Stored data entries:

%%

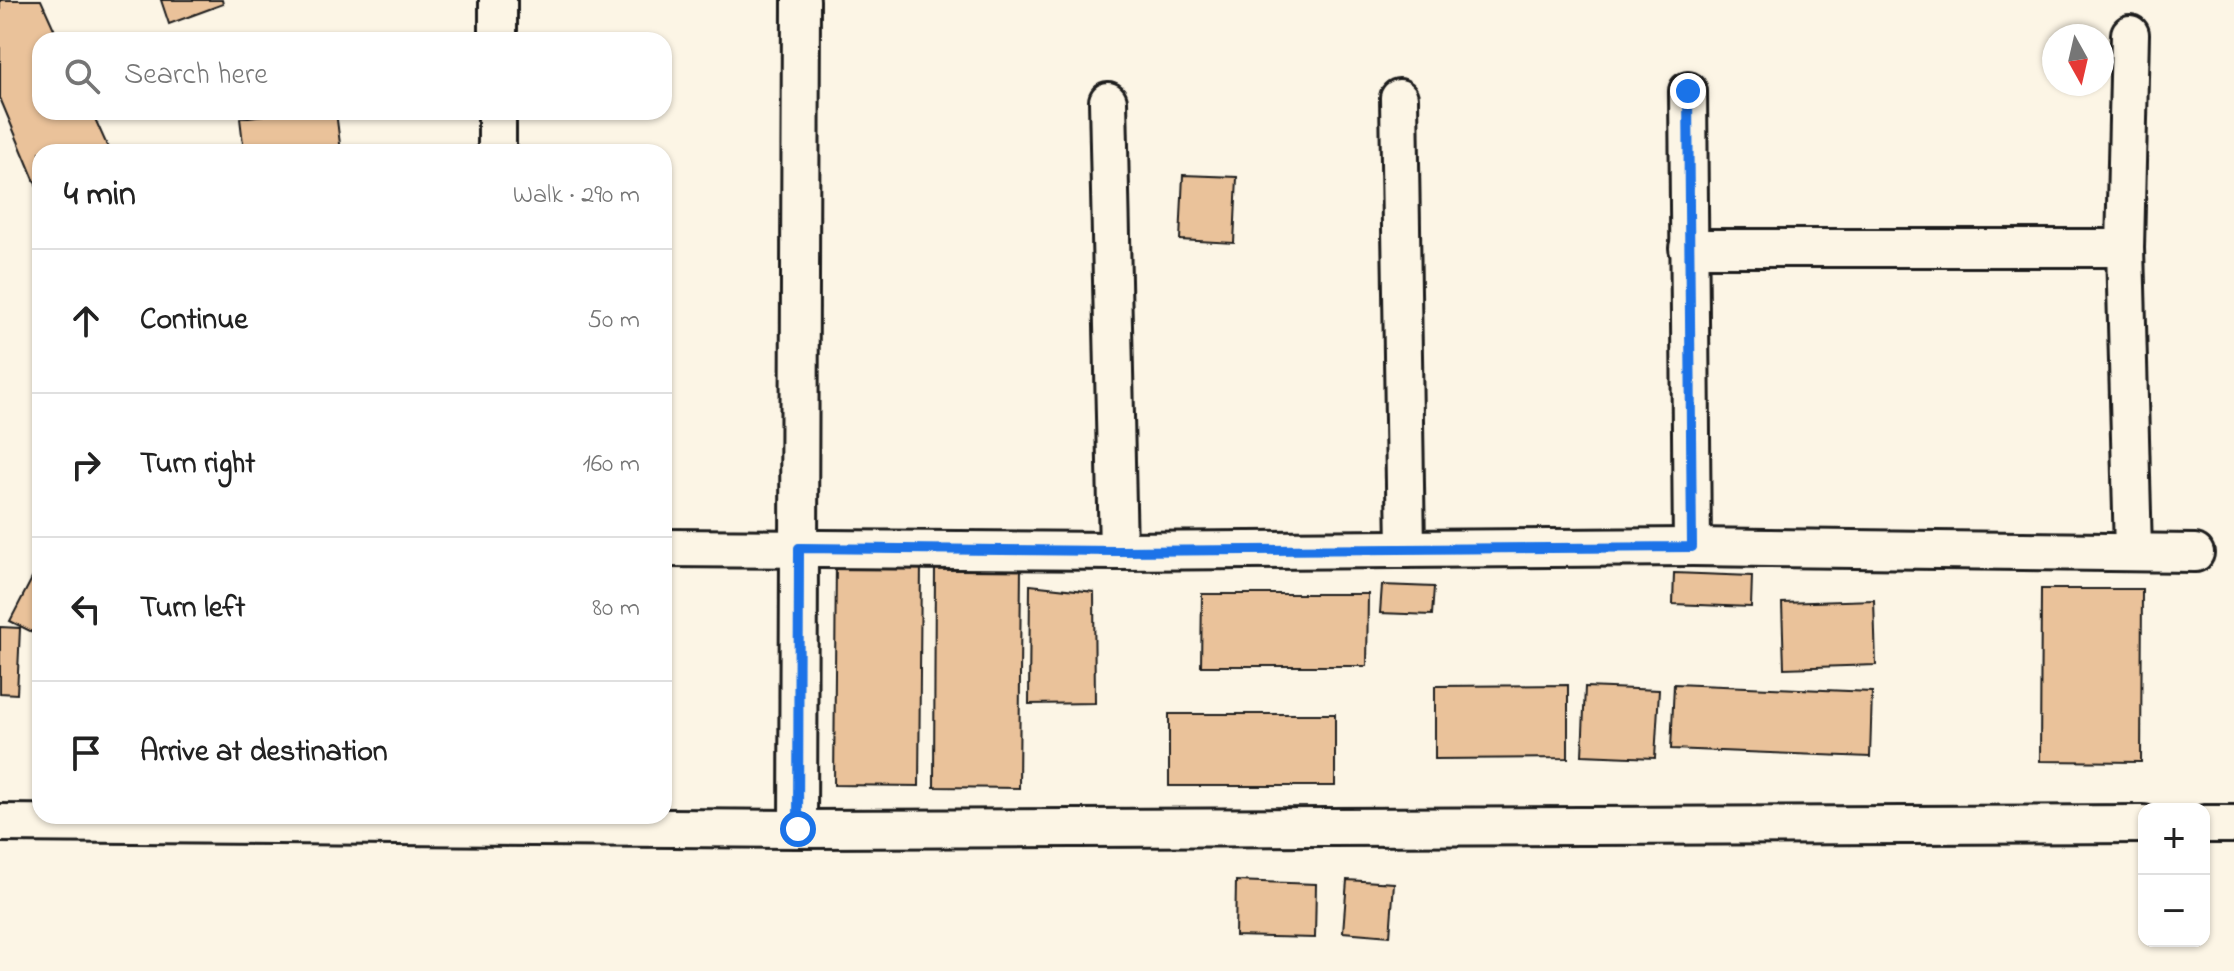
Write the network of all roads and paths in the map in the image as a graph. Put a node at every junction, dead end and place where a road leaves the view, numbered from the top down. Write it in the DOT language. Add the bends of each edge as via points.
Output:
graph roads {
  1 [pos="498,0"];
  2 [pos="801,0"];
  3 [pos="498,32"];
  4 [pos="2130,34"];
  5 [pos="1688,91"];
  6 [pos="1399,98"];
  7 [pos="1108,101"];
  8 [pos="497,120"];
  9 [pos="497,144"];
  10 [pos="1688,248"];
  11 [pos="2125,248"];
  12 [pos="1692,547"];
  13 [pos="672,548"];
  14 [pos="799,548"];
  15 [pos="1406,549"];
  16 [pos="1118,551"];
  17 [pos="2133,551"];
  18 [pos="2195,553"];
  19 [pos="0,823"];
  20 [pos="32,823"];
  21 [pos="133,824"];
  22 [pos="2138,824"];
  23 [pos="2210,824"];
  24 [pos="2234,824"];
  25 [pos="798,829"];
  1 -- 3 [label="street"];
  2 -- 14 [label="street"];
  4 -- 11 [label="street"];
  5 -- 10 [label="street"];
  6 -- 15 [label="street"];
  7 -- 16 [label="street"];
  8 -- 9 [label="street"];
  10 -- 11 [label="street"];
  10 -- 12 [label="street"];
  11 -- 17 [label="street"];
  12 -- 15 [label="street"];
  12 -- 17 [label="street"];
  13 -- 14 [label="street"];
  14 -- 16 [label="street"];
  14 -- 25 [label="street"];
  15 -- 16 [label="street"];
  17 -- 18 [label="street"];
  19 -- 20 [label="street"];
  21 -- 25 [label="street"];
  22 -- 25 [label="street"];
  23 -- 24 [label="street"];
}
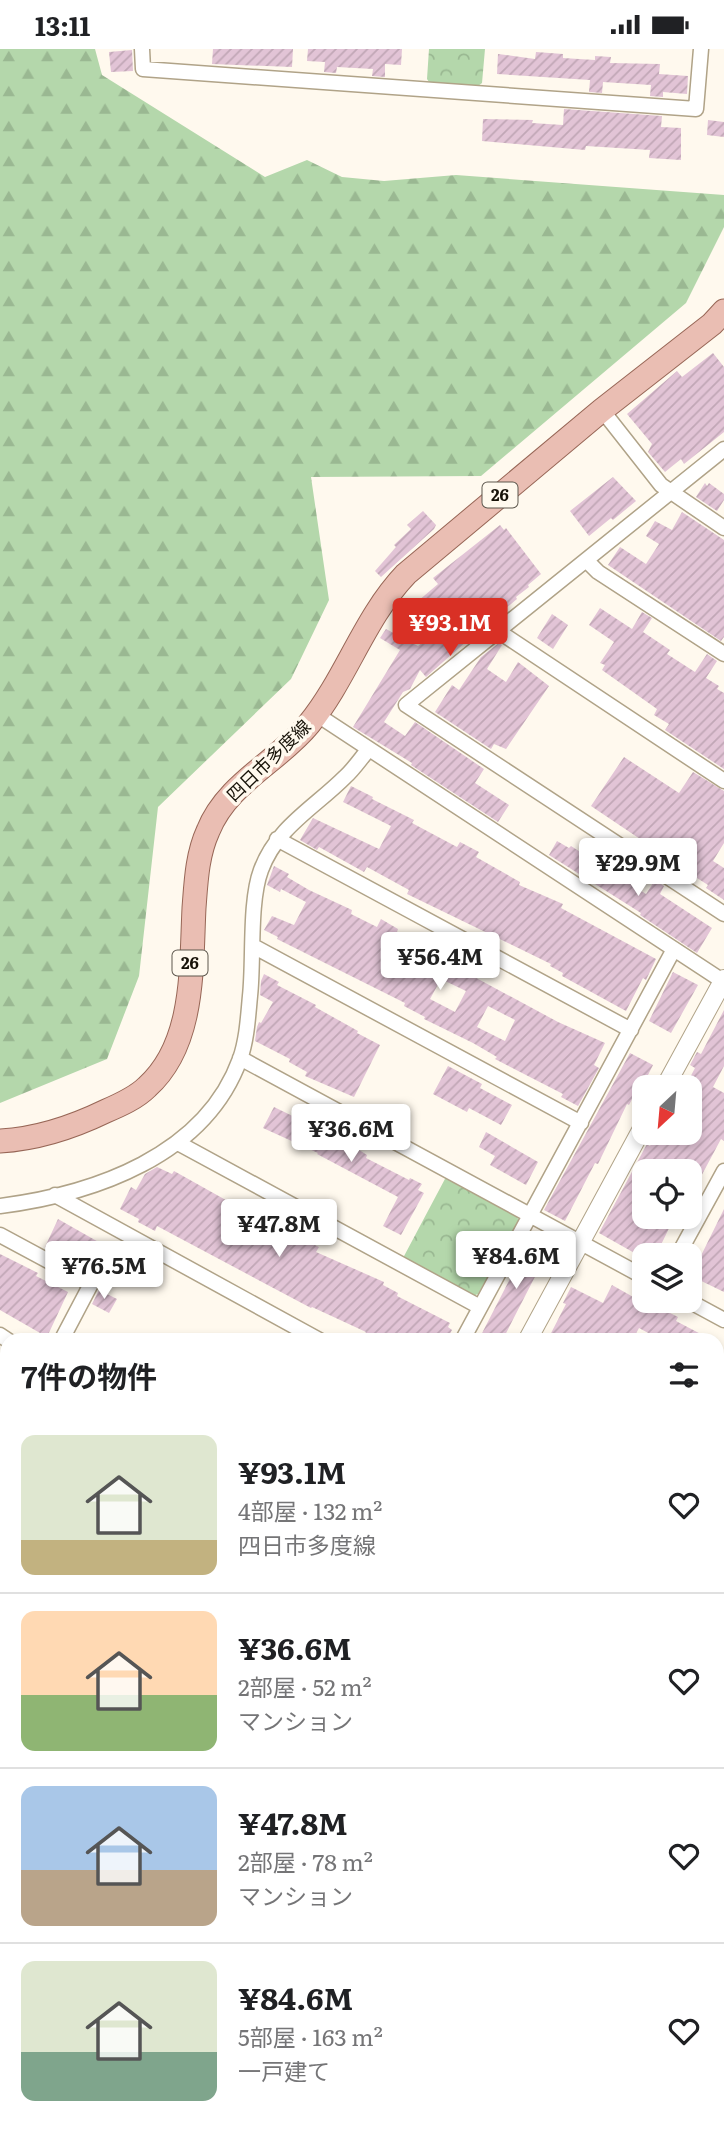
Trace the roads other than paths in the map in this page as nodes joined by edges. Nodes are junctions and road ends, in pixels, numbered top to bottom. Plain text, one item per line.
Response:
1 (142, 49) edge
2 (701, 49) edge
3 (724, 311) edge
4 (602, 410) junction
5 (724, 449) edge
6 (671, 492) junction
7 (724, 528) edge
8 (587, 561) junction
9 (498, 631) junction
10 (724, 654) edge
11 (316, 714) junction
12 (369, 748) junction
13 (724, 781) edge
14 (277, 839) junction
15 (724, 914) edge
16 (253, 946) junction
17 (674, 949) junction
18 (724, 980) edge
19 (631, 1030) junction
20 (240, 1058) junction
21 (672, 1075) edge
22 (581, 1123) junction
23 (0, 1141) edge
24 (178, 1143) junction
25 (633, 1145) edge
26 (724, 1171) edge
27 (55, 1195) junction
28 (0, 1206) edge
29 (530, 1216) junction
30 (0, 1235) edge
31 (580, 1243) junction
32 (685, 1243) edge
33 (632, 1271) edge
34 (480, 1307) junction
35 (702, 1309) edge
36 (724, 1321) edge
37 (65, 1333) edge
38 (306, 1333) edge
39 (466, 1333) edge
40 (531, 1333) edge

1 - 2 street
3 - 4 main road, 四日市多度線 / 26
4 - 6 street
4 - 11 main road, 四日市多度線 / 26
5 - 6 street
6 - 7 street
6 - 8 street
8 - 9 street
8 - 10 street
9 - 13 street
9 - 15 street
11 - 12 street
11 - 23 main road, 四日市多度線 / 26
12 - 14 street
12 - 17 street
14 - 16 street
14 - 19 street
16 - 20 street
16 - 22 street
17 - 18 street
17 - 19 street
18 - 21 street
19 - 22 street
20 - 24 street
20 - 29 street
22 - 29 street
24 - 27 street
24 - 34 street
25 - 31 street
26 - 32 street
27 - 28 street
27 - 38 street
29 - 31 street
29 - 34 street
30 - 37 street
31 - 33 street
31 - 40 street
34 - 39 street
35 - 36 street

%%

• [WHAT IS EXPECTED] Retype all entries above verbatim; no pictures belong in the copy.

• [RESPONSE TO THIS EXERCISE]
Write the network of all roads and paths in the map in the image as a graph. Put a node at every junction, dead end and place where a road leaves the view, numbered from the top down. Write it in the DOT language. Add the bends of each edge as via points.
Output:
graph roads {
  1 [pos="498,0"];
  2 [pos="801,0"];
  3 [pos="498,32"];
  4 [pos="2130,34"];
  5 [pos="1688,91"];
  6 [pos="1399,98"];
  7 [pos="1108,101"];
  8 [pos="497,120"];
  9 [pos="497,144"];
  10 [pos="1688,248"];
  11 [pos="2125,248"];
  12 [pos="1692,547"];
  13 [pos="672,548"];
  14 [pos="799,548"];
  15 [pos="1406,549"];
  16 [pos="1118,551"];
  17 [pos="2133,551"];
  18 [pos="2195,553"];
  19 [pos="0,823"];
  20 [pos="32,823"];
  21 [pos="133,824"];
  22 [pos="2138,824"];
  23 [pos="2210,824"];
  24 [pos="2234,824"];
  25 [pos="798,829"];
  1 -- 3 [label="street"];
  2 -- 14 [label="street"];
  4 -- 11 [label="street"];
  5 -- 10 [label="street"];
  6 -- 15 [label="street"];
  7 -- 16 [label="street"];
  8 -- 9 [label="street"];
  10 -- 11 [label="street"];
  10 -- 12 [label="street"];
  11 -- 17 [label="street"];
  12 -- 15 [label="street"];
  12 -- 17 [label="street"];
  13 -- 14 [label="street"];
  14 -- 16 [label="street"];
  14 -- 25 [label="street"];
  15 -- 16 [label="street"];
  17 -- 18 [label="street"];
  19 -- 20 [label="street"];
  21 -- 25 [label="street"];
  22 -- 25 [label="street"];
  23 -- 24 [label="street"];
}
Trace the roads other than paths in the map in this page as nodes joined by edges. Nodes are junctions and road ends, in pixels, numbered top to bottom. Plain text, one item per line.
Response:
1 (142, 49) edge
2 (701, 49) edge
3 (724, 311) edge
4 (602, 410) junction
5 (724, 449) edge
6 (671, 492) junction
7 (724, 528) edge
8 (587, 561) junction
9 (498, 631) junction
10 (724, 654) edge
11 (316, 714) junction
12 (369, 748) junction
13 (724, 781) edge
14 (277, 839) junction
15 (724, 914) edge
16 (253, 946) junction
17 (674, 949) junction
18 (724, 980) edge
19 (631, 1030) junction
20 (240, 1058) junction
21 (672, 1075) edge
22 (581, 1123) junction
23 (0, 1141) edge
24 (178, 1143) junction
25 (633, 1145) edge
26 (724, 1171) edge
27 (55, 1195) junction
28 (0, 1206) edge
29 (530, 1216) junction
30 (0, 1235) edge
31 (580, 1243) junction
32 (685, 1243) edge
33 (632, 1271) edge
34 (480, 1307) junction
35 (702, 1309) edge
36 (724, 1321) edge
37 (65, 1333) edge
38 (306, 1333) edge
39 (466, 1333) edge
40 (531, 1333) edge

1 - 2 street
3 - 4 main road, 四日市多度線 / 26
4 - 6 street
4 - 11 main road, 四日市多度線 / 26
5 - 6 street
6 - 7 street
6 - 8 street
8 - 9 street
8 - 10 street
9 - 13 street
9 - 15 street
11 - 12 street
11 - 23 main road, 四日市多度線 / 26
12 - 14 street
12 - 17 street
14 - 16 street
14 - 19 street
16 - 20 street
16 - 22 street
17 - 18 street
17 - 19 street
18 - 21 street
19 - 22 street
20 - 24 street
20 - 29 street
22 - 29 street
24 - 27 street
24 - 34 street
25 - 31 street
26 - 32 street
27 - 28 street
27 - 38 street
29 - 31 street
29 - 34 street
30 - 37 street
31 - 33 street
31 - 40 street
34 - 39 street
35 - 36 street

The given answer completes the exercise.